What you should do -> Reproduce every record below word for word and include no pictures.

Dataset extract ->
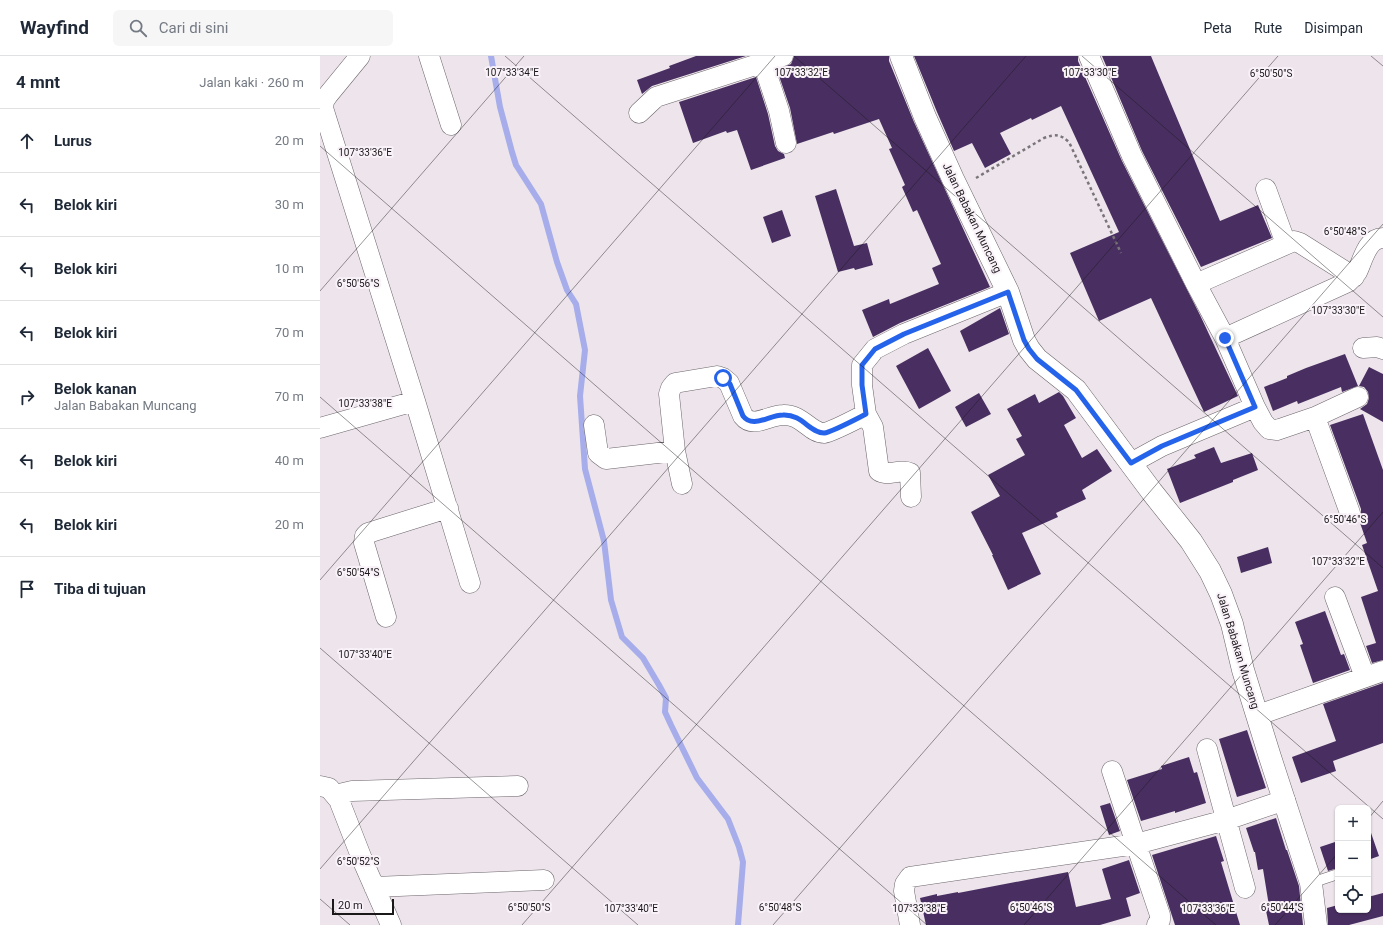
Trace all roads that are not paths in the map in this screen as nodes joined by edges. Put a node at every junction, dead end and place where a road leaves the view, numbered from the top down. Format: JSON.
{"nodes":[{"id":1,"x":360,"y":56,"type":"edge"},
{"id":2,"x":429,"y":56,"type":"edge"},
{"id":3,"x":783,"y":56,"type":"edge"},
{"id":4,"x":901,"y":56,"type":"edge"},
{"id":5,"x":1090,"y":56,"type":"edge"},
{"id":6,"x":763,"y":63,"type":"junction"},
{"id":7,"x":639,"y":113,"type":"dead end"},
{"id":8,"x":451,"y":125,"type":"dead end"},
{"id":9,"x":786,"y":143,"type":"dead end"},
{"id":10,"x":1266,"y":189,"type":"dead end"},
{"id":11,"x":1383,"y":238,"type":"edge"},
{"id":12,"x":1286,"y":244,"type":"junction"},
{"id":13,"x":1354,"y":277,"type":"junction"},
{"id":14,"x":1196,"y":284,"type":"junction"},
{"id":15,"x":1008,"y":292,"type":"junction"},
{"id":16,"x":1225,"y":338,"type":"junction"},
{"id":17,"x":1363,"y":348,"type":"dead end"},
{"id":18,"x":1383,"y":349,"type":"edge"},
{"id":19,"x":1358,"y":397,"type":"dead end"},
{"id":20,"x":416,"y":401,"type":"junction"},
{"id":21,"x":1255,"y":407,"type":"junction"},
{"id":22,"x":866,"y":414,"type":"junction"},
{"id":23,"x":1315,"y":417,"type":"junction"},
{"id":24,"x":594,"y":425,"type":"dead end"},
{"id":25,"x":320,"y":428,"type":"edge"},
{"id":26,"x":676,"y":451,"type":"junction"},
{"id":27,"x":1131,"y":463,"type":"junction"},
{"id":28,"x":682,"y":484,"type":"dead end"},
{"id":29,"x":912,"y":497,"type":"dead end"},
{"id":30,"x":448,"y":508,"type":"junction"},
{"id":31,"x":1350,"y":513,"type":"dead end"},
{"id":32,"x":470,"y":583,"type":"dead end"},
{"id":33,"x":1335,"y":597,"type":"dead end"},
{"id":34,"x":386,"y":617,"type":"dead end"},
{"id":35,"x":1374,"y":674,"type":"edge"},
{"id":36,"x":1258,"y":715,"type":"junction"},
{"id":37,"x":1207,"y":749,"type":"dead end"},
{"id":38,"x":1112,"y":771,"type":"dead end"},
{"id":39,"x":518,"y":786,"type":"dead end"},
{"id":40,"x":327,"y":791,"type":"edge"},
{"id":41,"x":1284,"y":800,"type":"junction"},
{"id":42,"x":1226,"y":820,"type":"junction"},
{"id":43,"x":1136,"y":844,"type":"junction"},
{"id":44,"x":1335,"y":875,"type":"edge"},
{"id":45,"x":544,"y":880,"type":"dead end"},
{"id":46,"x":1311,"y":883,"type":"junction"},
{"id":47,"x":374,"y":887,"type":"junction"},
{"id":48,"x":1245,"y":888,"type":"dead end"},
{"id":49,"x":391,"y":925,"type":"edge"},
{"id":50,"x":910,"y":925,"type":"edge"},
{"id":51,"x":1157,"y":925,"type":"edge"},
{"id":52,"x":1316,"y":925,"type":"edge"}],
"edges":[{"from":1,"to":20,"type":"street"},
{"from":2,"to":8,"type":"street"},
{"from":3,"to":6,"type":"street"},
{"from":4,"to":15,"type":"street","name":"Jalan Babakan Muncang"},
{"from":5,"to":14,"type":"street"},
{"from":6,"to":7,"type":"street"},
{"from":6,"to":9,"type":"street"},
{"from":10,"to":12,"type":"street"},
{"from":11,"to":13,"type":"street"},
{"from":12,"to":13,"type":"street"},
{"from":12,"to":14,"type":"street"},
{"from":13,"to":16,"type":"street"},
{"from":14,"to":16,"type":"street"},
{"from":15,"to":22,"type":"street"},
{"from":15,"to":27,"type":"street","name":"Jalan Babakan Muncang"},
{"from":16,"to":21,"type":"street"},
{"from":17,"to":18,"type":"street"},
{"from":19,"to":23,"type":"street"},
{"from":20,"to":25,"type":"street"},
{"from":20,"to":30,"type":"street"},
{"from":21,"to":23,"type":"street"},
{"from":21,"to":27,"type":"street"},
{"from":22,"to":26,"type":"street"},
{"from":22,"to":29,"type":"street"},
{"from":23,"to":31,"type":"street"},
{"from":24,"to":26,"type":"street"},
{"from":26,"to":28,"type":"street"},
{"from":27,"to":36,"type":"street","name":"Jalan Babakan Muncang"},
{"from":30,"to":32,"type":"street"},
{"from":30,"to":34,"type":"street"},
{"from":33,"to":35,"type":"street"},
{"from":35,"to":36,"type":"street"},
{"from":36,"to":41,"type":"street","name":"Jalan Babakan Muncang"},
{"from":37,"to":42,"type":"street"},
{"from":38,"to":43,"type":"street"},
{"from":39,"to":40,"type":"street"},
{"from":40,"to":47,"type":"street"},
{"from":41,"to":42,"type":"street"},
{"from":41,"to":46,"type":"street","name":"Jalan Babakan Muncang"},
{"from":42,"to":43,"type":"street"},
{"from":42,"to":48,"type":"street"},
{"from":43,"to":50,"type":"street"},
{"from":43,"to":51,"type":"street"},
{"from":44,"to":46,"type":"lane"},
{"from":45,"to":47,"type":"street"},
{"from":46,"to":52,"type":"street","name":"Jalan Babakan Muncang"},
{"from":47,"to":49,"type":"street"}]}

Solved problem ->
Trace all roads that are not paths in the map in this screen as nodes joined by edges. Put a node at every junction, dead end and place where a road leaves the view, numbered from the top down. Format: JSON.
{"nodes":[{"id":1,"x":360,"y":56,"type":"edge"},
{"id":2,"x":429,"y":56,"type":"edge"},
{"id":3,"x":783,"y":56,"type":"edge"},
{"id":4,"x":901,"y":56,"type":"edge"},
{"id":5,"x":1090,"y":56,"type":"edge"},
{"id":6,"x":763,"y":63,"type":"junction"},
{"id":7,"x":639,"y":113,"type":"dead end"},
{"id":8,"x":451,"y":125,"type":"dead end"},
{"id":9,"x":786,"y":143,"type":"dead end"},
{"id":10,"x":1266,"y":189,"type":"dead end"},
{"id":11,"x":1383,"y":238,"type":"edge"},
{"id":12,"x":1286,"y":244,"type":"junction"},
{"id":13,"x":1354,"y":277,"type":"junction"},
{"id":14,"x":1196,"y":284,"type":"junction"},
{"id":15,"x":1008,"y":292,"type":"junction"},
{"id":16,"x":1225,"y":338,"type":"junction"},
{"id":17,"x":1363,"y":348,"type":"dead end"},
{"id":18,"x":1383,"y":349,"type":"edge"},
{"id":19,"x":1358,"y":397,"type":"dead end"},
{"id":20,"x":416,"y":401,"type":"junction"},
{"id":21,"x":1255,"y":407,"type":"junction"},
{"id":22,"x":866,"y":414,"type":"junction"},
{"id":23,"x":1315,"y":417,"type":"junction"},
{"id":24,"x":594,"y":425,"type":"dead end"},
{"id":25,"x":320,"y":428,"type":"edge"},
{"id":26,"x":676,"y":451,"type":"junction"},
{"id":27,"x":1131,"y":463,"type":"junction"},
{"id":28,"x":682,"y":484,"type":"dead end"},
{"id":29,"x":912,"y":497,"type":"dead end"},
{"id":30,"x":448,"y":508,"type":"junction"},
{"id":31,"x":1350,"y":513,"type":"dead end"},
{"id":32,"x":470,"y":583,"type":"dead end"},
{"id":33,"x":1335,"y":597,"type":"dead end"},
{"id":34,"x":386,"y":617,"type":"dead end"},
{"id":35,"x":1374,"y":674,"type":"edge"},
{"id":36,"x":1258,"y":715,"type":"junction"},
{"id":37,"x":1207,"y":749,"type":"dead end"},
{"id":38,"x":1112,"y":771,"type":"dead end"},
{"id":39,"x":518,"y":786,"type":"dead end"},
{"id":40,"x":327,"y":791,"type":"edge"},
{"id":41,"x":1284,"y":800,"type":"junction"},
{"id":42,"x":1226,"y":820,"type":"junction"},
{"id":43,"x":1136,"y":844,"type":"junction"},
{"id":44,"x":1335,"y":875,"type":"edge"},
{"id":45,"x":544,"y":880,"type":"dead end"},
{"id":46,"x":1311,"y":883,"type":"junction"},
{"id":47,"x":374,"y":887,"type":"junction"},
{"id":48,"x":1245,"y":888,"type":"dead end"},
{"id":49,"x":391,"y":925,"type":"edge"},
{"id":50,"x":910,"y":925,"type":"edge"},
{"id":51,"x":1157,"y":925,"type":"edge"},
{"id":52,"x":1316,"y":925,"type":"edge"}],
"edges":[{"from":1,"to":20,"type":"street"},
{"from":2,"to":8,"type":"street"},
{"from":3,"to":6,"type":"street"},
{"from":4,"to":15,"type":"street","name":"Jalan Babakan Muncang"},
{"from":5,"to":14,"type":"street"},
{"from":6,"to":7,"type":"street"},
{"from":6,"to":9,"type":"street"},
{"from":10,"to":12,"type":"street"},
{"from":11,"to":13,"type":"street"},
{"from":12,"to":13,"type":"street"},
{"from":12,"to":14,"type":"street"},
{"from":13,"to":16,"type":"street"},
{"from":14,"to":16,"type":"street"},
{"from":15,"to":22,"type":"street"},
{"from":15,"to":27,"type":"street","name":"Jalan Babakan Muncang"},
{"from":16,"to":21,"type":"street"},
{"from":17,"to":18,"type":"street"},
{"from":19,"to":23,"type":"street"},
{"from":20,"to":25,"type":"street"},
{"from":20,"to":30,"type":"street"},
{"from":21,"to":23,"type":"street"},
{"from":21,"to":27,"type":"street"},
{"from":22,"to":26,"type":"street"},
{"from":22,"to":29,"type":"street"},
{"from":23,"to":31,"type":"street"},
{"from":24,"to":26,"type":"street"},
{"from":26,"to":28,"type":"street"},
{"from":27,"to":36,"type":"street","name":"Jalan Babakan Muncang"},
{"from":30,"to":32,"type":"street"},
{"from":30,"to":34,"type":"street"},
{"from":33,"to":35,"type":"street"},
{"from":35,"to":36,"type":"street"},
{"from":36,"to":41,"type":"street","name":"Jalan Babakan Muncang"},
{"from":37,"to":42,"type":"street"},
{"from":38,"to":43,"type":"street"},
{"from":39,"to":40,"type":"street"},
{"from":40,"to":47,"type":"street"},
{"from":41,"to":42,"type":"street"},
{"from":41,"to":46,"type":"street","name":"Jalan Babakan Muncang"},
{"from":42,"to":43,"type":"street"},
{"from":42,"to":48,"type":"street"},
{"from":43,"to":50,"type":"street"},
{"from":43,"to":51,"type":"street"},
{"from":44,"to":46,"type":"lane"},
{"from":45,"to":47,"type":"street"},
{"from":46,"to":52,"type":"street","name":"Jalan Babakan Muncang"},
{"from":47,"to":49,"type":"street"}]}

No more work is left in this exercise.